Seis consejos infalibles para motivar a tu equipo (1)

De siempre es sabido que la presión en el mundo de las ventas esta al orden del día.

Hacer realidad el “pipeline” es la prioridad de todo Director Comercial, y con la intención de alcanzar los objetivos de ventas previstos por el departamento, pone en práctica todas las técnicas a su alcance (algunas aprendidas en sus formaciones y/o experiencias anteriores, otras de cosecha propia) con mayor o menor acierto. Esto, produce un flujo animado de sensaciones hacia abajo sobre su fuerza de ventas a todas las escalas, y provoca en el comercial (responsable final directo de la venta) diferentes reacciones que, en función de la casuística de cada individuo, inevitablemente genera una factura, no exenta de ciertos “daños colaterales”. Entre ellas puede estar la denominada (y temida) rotación.

La rotación de los profesionales siempre resulta un fuerte gasto en cualquier empresa, no sólo por los costes de selección, sino también por el descenso de la productividad. Por lo tanto, vale la pena hacer todo lo posible para mantener a los miembros más adecuados dentro del equipo.

Si motivamos a las personas a partir del reconocimiento de su trabajo –dejando a un lado los complejos sistemas de análisis de rendimiento y costes– contribuiremos a su permanencia en la empresa de un modo directo, además de que nosotros mismos nos sentiremos más realizados, ya que colaboramos en la generación de valor.

En los próximos posts, explicaré seis consejos estratégicos de cómo establecer pautas de motivación al equipo comercial, pero que son perfectamente extrapolables a la empresa en general.

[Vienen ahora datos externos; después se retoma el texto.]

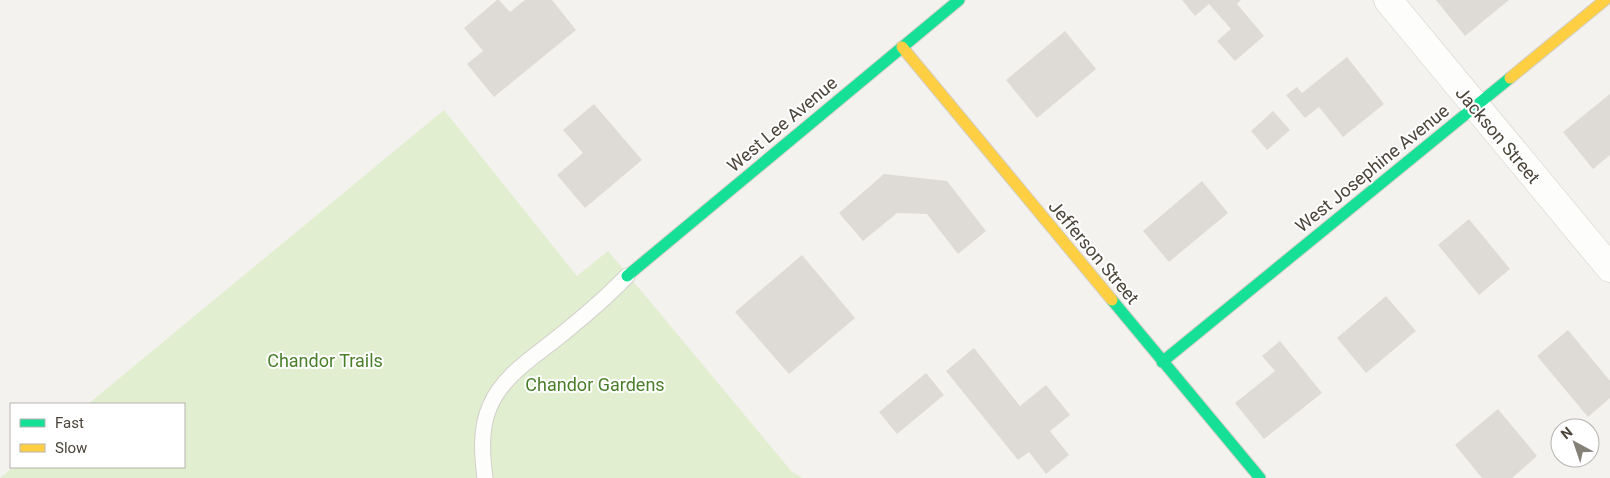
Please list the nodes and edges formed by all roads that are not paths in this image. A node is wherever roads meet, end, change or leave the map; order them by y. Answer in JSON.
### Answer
{"nodes":[{"id":1,"x":959,"y":0,"type":"edge"},
{"id":2,"x":1388,"y":0,"type":"edge"},
{"id":3,"x":1604,"y":0,"type":"edge"},
{"id":4,"x":902,"y":47,"type":"junction"},
{"id":5,"x":1474,"y":107,"type":"junction"},
{"id":6,"x":1610,"y":268,"type":"edge"},
{"id":7,"x":627,"y":276,"type":"joint"},
{"id":8,"x":1162,"y":362,"type":"junction"},
{"id":9,"x":486,"y":478,"type":"edge"},
{"id":10,"x":1260,"y":478,"type":"edge"}],
"edges":[{"from":1,"to":4,"type":"street","name":"West Lee Avenue"},
{"from":2,"to":5,"type":"street","name":"Jackson Street"},
{"from":3,"to":5,"type":"street","name":"West Josephine Avenue"},
{"from":4,"to":7,"type":"street","name":"West Lee Avenue"},
{"from":4,"to":8,"type":"street","name":"Jefferson Street"},
{"from":5,"to":6,"type":"street","name":"Jackson Street"},
{"from":5,"to":8,"type":"street","name":"West Josephine Avenue"},
{"from":7,"to":9,"type":"lane"},
{"from":8,"to":10,"type":"street","name":"Jefferson Street"}]}
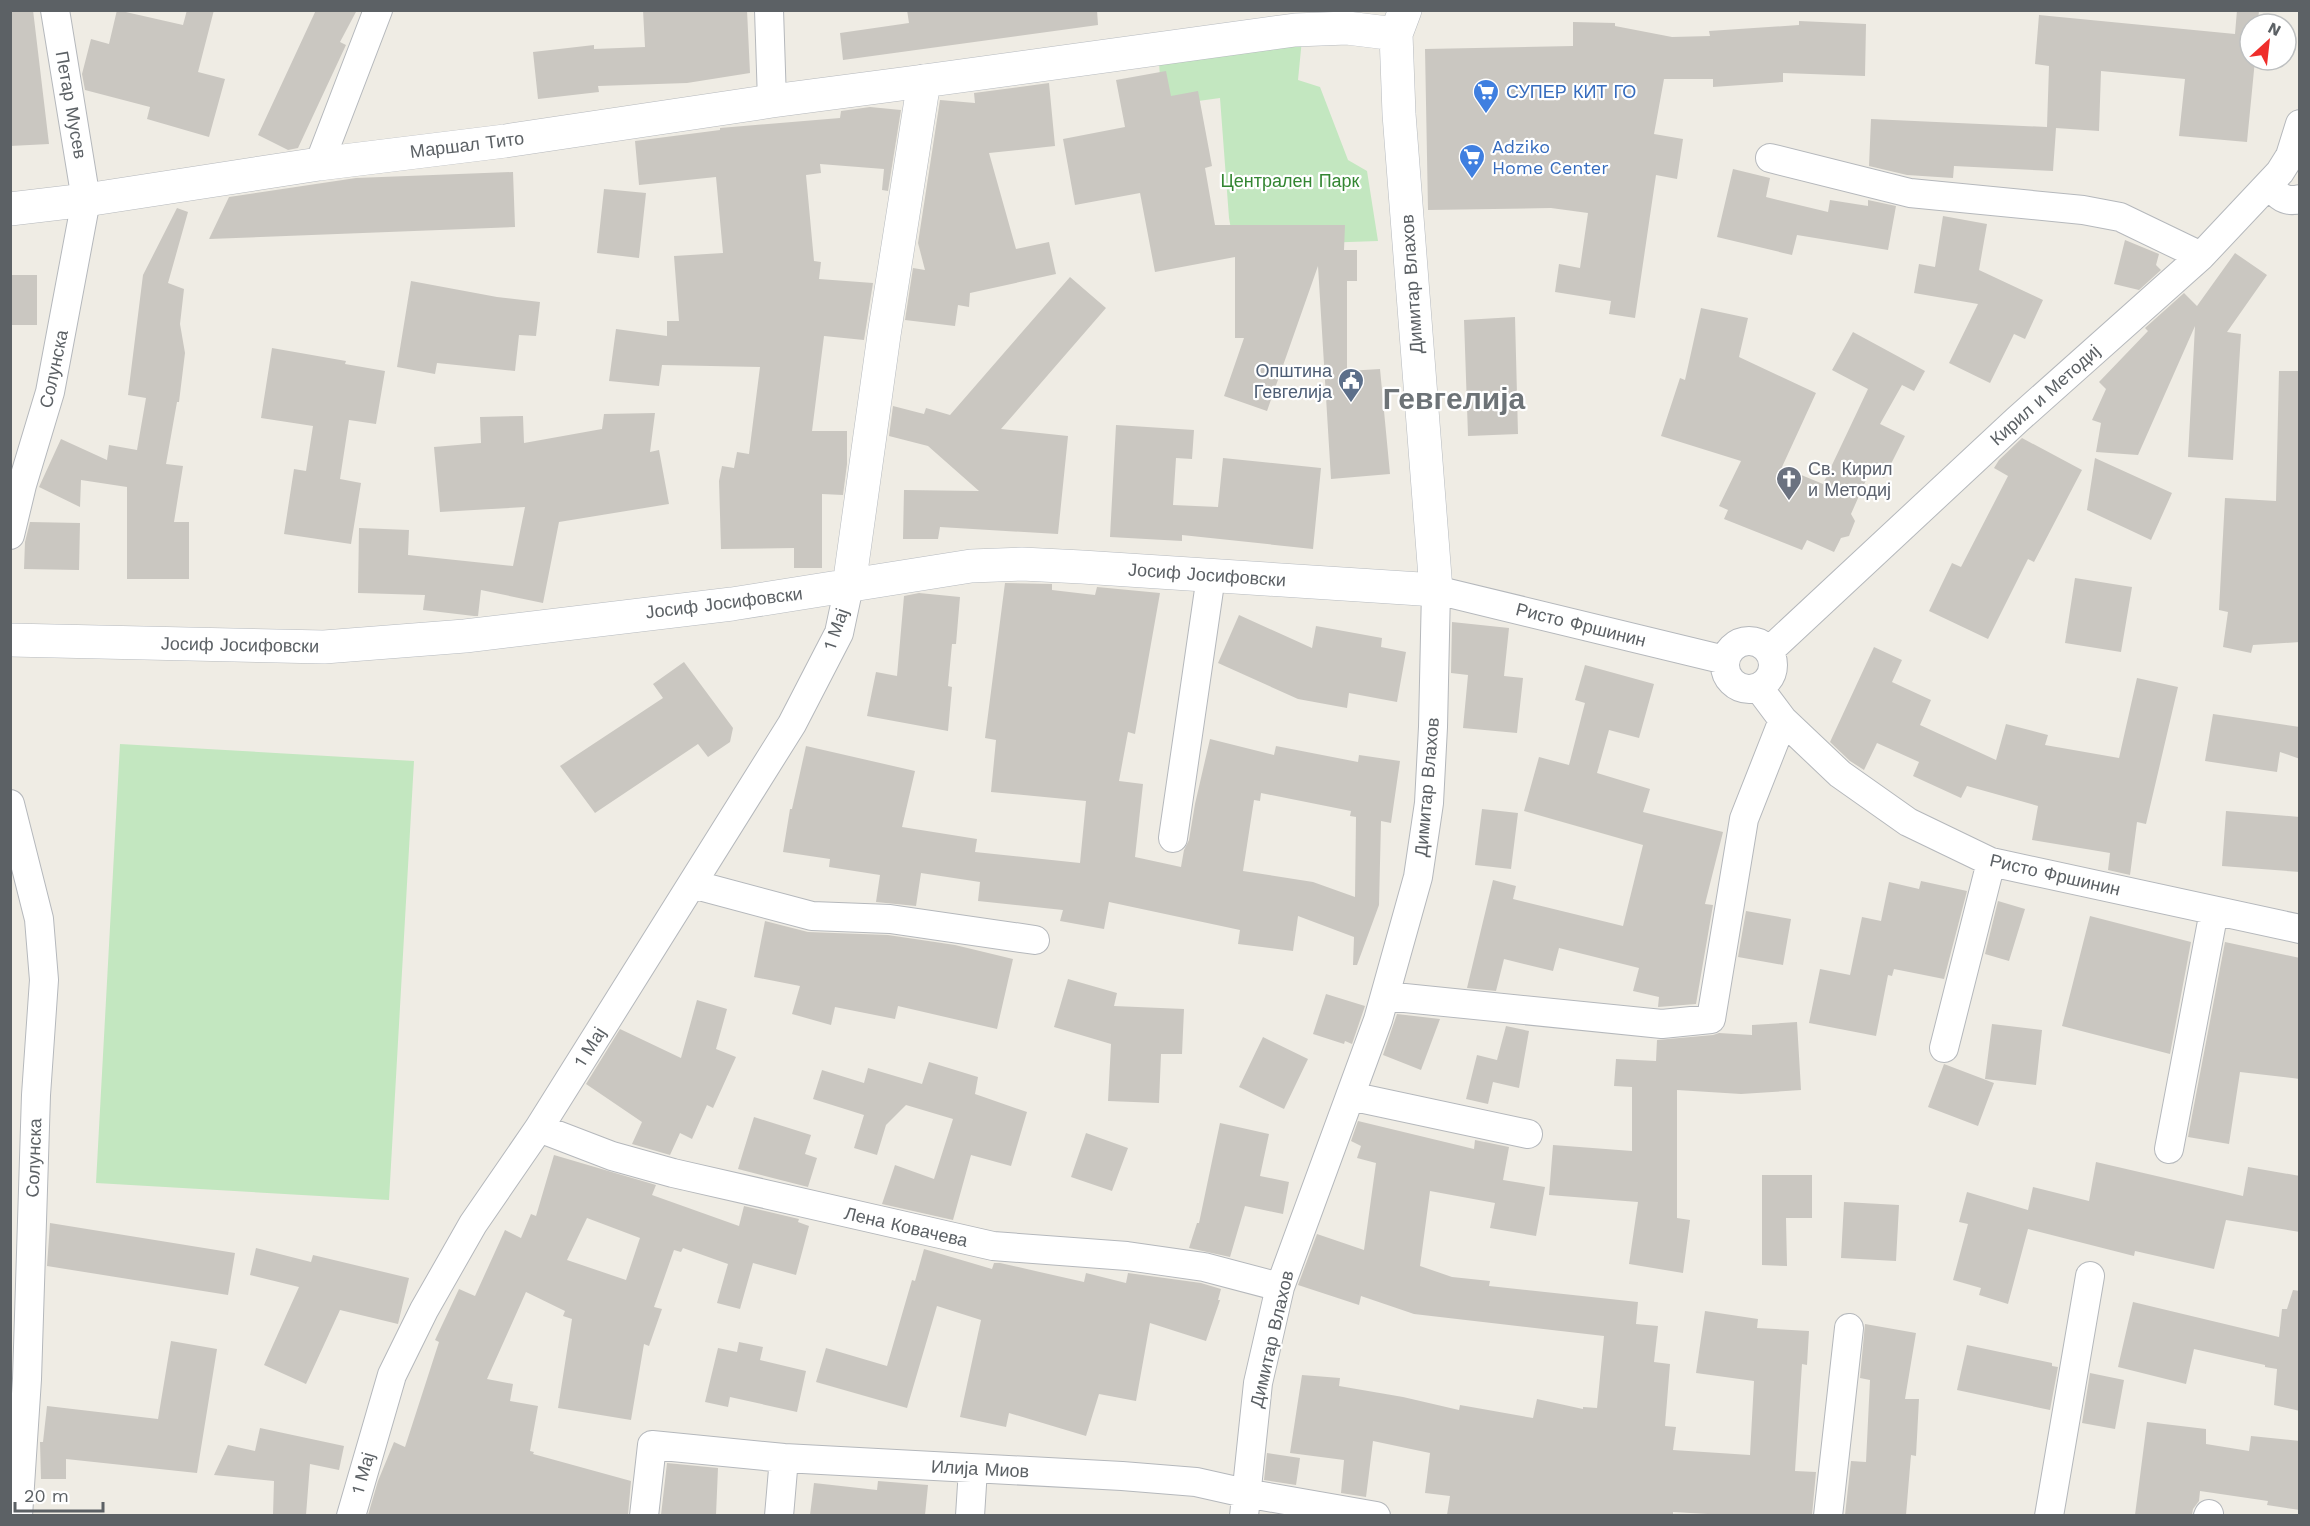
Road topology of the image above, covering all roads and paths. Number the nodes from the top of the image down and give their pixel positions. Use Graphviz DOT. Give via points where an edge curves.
graph roads {
  1 [pos="55,10"];
  2 [pos="378,10"];
  3 [pos="769,10"];
  4 [pos="1295,20"];
  5 [pos="1400,22"];
  6 [pos="924,81"];
  7 [pos="772,101"];
  8 [pos="2300,124"];
  9 [pos="2295,157"];
  10 [pos="1770,158"];
  11 [pos="319,164"];
  12 [pos="2270,184"];
  13 [pos="2300,199"];
  14 [pos="86,200"];
  15 [pos="10,209"];
  16 [pos="2201,256"];
  17 [pos="10,535"];
  18 [pos="1211,576"];
  19 [pos="849,586"];
  20 [pos="1436,590"];
  21 [pos="10,640"];
  22 [pos="1769,651"];
  23 [pos="1725,660"];
  24 [pos="1759,688"];
  25 [pos="1783,720"];
  26 [pos="10,804"];
  27 [pos="1173,838"];
  28 [pos="1991,862"];
  29 [pos="692,884"];
  30 [pos="2214,911"];
  31 [pos="2300,929"];
  32 [pos="1035,940"];
  33 [pos="1385,996"];
  34 [pos="1944,1048"];
  35 [pos="1350,1096"];
  36 [pos="539,1128"];
  37 [pos="1528,1134"];
  38 [pos="2169,1149"];
  39 [pos="2090,1276"];
  40 [pos="1280,1287"];
  41 [pos="1849,1328"];
  42 [pos="784,1458"];
  43 [pos="973,1468"];
  44 [pos="1244,1504"];
  45 [pos="18,1515"];
  46 [pos="351,1515"];
  47 [pos="644,1515"];
  48 [pos="779,1515"];
  49 [pos="970,1515"];
  50 [pos="1376,1515"];
  51 [pos="1828,1515"];
  52 [pos="2049,1515"];
  1 -- 14 [label="street, Петар Мусев"];
  2 -- 11 [label="street"];
  3 -- 7 [label="street"];
  4 -- 5 [label="main road, Маршал Тито" via="1347,28"];
  4 -- 6 [label="main road, Маршал Тито"];
  5 -- 20 [label="main road, Димитар Влахов" via="1399,114"];
  6 -- 7 [label="main road, Маршал Тито"];
  6 -- 19 [label="main road"];
  7 -- 11 [label="main road, Маршал Тито"];
  8 -- 9 [label="street, Кирил и Методиј"];
  9 -- 12 [label="street, Кирил и Методиј"];
  10 -- 16 [label="street" via="1910,193 2120,217"];
  11 -- 14 [label="main road, Маршал Тито"];
  12 -- 13 [label="street" via="2283,199"];
  12 -- 16 [label="street, Кирил и Методиј"];
  14 -- 15 [label="main road, Маршал Тито"];
  14 -- 17 [label="street, Солунска" via="50,392"];
  16 -- 22 [label="street, Кирил и Методиј" via="2017,420"];
  18 -- 19 [label="main road, Јосиф Јосифовски" via="1034,565 971,566"];
  18 -- 20 [label="main road, Јосиф Јосифовски"];
  18 -- 27 [label="street"];
  19 -- 21 [label="main road, Јосиф Јосифовски" via="465,636 324,647"];
  19 -- 29 [label="street, 1 Мај" via="838,633 792,724"];
  20 -- 23 [label="street, Ристо Фршинин"];
  20 -- 33 [label="street, Димитар Влахов" via="1429,803 1418,877"];
  22 -- 23 [label="street" via="1748,641 1734,646"];
  22 -- 24 [label="street" via="1774,667 1767,682"];
  23 -- 24 [label="street" via="1728,678 1734,684 1751,690"];
  24 -- 25 [label="street, Ристо Фршинин"];
  25 -- 28 [label="street, Ристо Фршинин" via="1840,774 1908,822"];
  25 -- 33 [label="street" via="1744,819 1711,1019 1662,1024"];
  26 -- 45 [label="street, Солунска" via="39,919 44,980"];
  28 -- 30 [label="street, Ристо Фршинин"];
  28 -- 34 [label="street"];
  29 -- 32 [label="street" via="812,916 890,919"];
  29 -- 36 [label="street, 1 Мај"];
  30 -- 31 [label="street, Ристо Фршинин"];
  30 -- 38 [label="street"];
  33 -- 35 [label="street, Димитар Влахов"];
  35 -- 37 [label="street"];
  35 -- 40 [label="street, Димитар Влахов"];
  36 -- 40 [label="street, Лена Ковачева" via="612,1156 673,1173 993,1246 1127,1256 1204,1267"];
  36 -- 46 [label="street, 1 Мај" via="473,1224 392,1375"];
  39 -- 52 [label="street"];
  40 -- 44 [label="street, Димитар Влахов" via="1258,1383"];
  41 -- 51 [label="street"];
  42 -- 43 [label="street, Илија Миов"];
  42 -- 47 [label="street, Илија Миов" via="652,1445"];
  42 -- 48 [label="street"];
  43 -- 44 [label="street, Илија Миов" via="1196,1482"];
  43 -- 49 [label="street"];
  44 -- 50 [label="street, Илија Миов"];
}
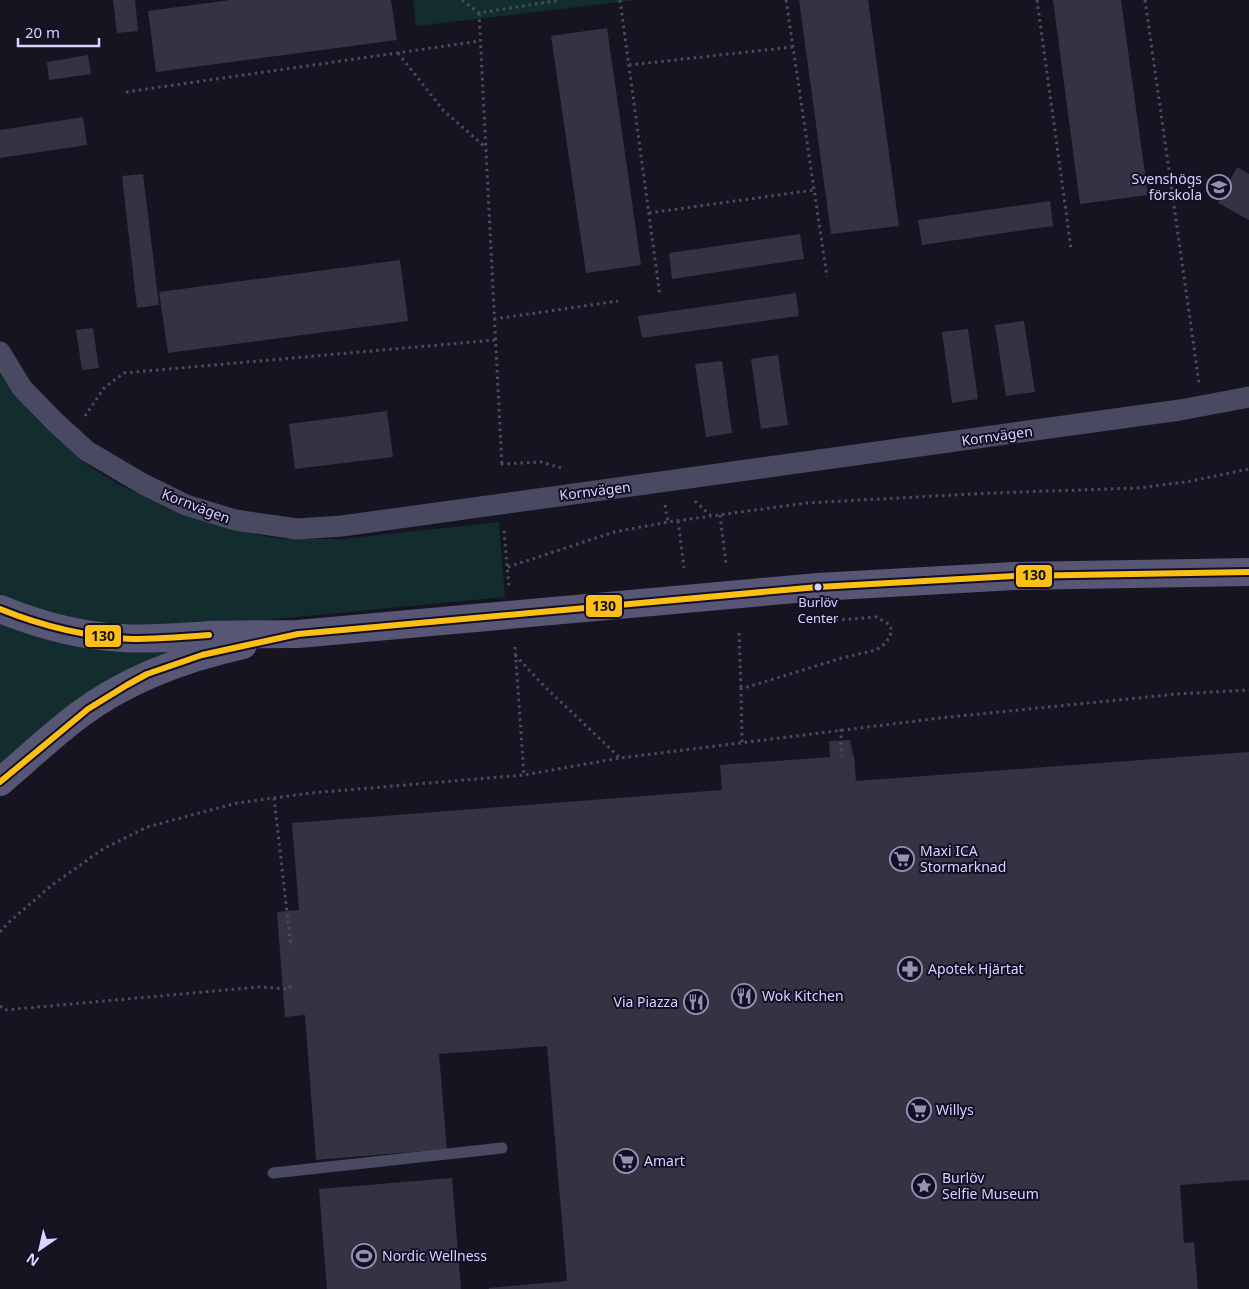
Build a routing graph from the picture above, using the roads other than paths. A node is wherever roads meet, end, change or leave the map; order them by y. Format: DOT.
graph roads {
  1 [pos="0,352"];
  2 [pos="1249,397"];
  3 [pos="1249,572"];
  4 [pos="0,609"];
  5 [pos="298,634"];
  6 [pos="0,782"];
  7 [pos="502,1148"];
  8 [pos="272,1173"];
  1 -- 2 [label="street, Kornvägen"];
  3 -- 5 [label="main road"];
  4 -- 5 [label="main road"];
  5 -- 6 [label="main road"];
  7 -- 8 [label="lane"];
}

A mi me funcionan perfectamente.

Pero cabe destacar que, solo con la reiteración se consigue el objetivo final. Por lo que, no hay que pensar que son “remedio santo”. No sirve con hacerlo puntualmente. Debe ser una doctrina empresarial tanto del Director Comercial, como del resto de managers, y solo su práctica diaria nos llevará al éxito.

1.- Conoce a los miembros de tu equipo

Esto puede parecer algo simple, incluso obvio, pero, ¿estás seguro de que conoces realmente a las personas que trabajan contigo? En una época pasada de mi carrera, trabajé durante dos años en una corporación financiera de reconocido prestigio, como comercial captando capital. Recuerdo como si fuese hoy, lo que me dijo mi jefe de equipo el primer día de conocerme;

“No me interesa para nada quien eres ni tu vida privada. Solo me interesa cuanto vas a vender cada día”. Para mi eres solo un número en una gráfica”.  

Lógicamente, la carrera de este mando intermedio no se caracterizó precisamente por su longevidad.

Los profesionales se abren a los directivos que muestran interés por ellos más allá de un mero informe de resultados. Si quieres fomentar la relación humana con las personas que comparten tu entorno de trabajo, es conveniente que entables conversaciones informales y que les hagas ver cada cierto tiempo que recuerdas lo que habéis hablado, por ejemplo, preguntándoles cómo les ha ido a sus hijos en un examen, u obra de teatro en la que iban a participar, o cosas por el estilo.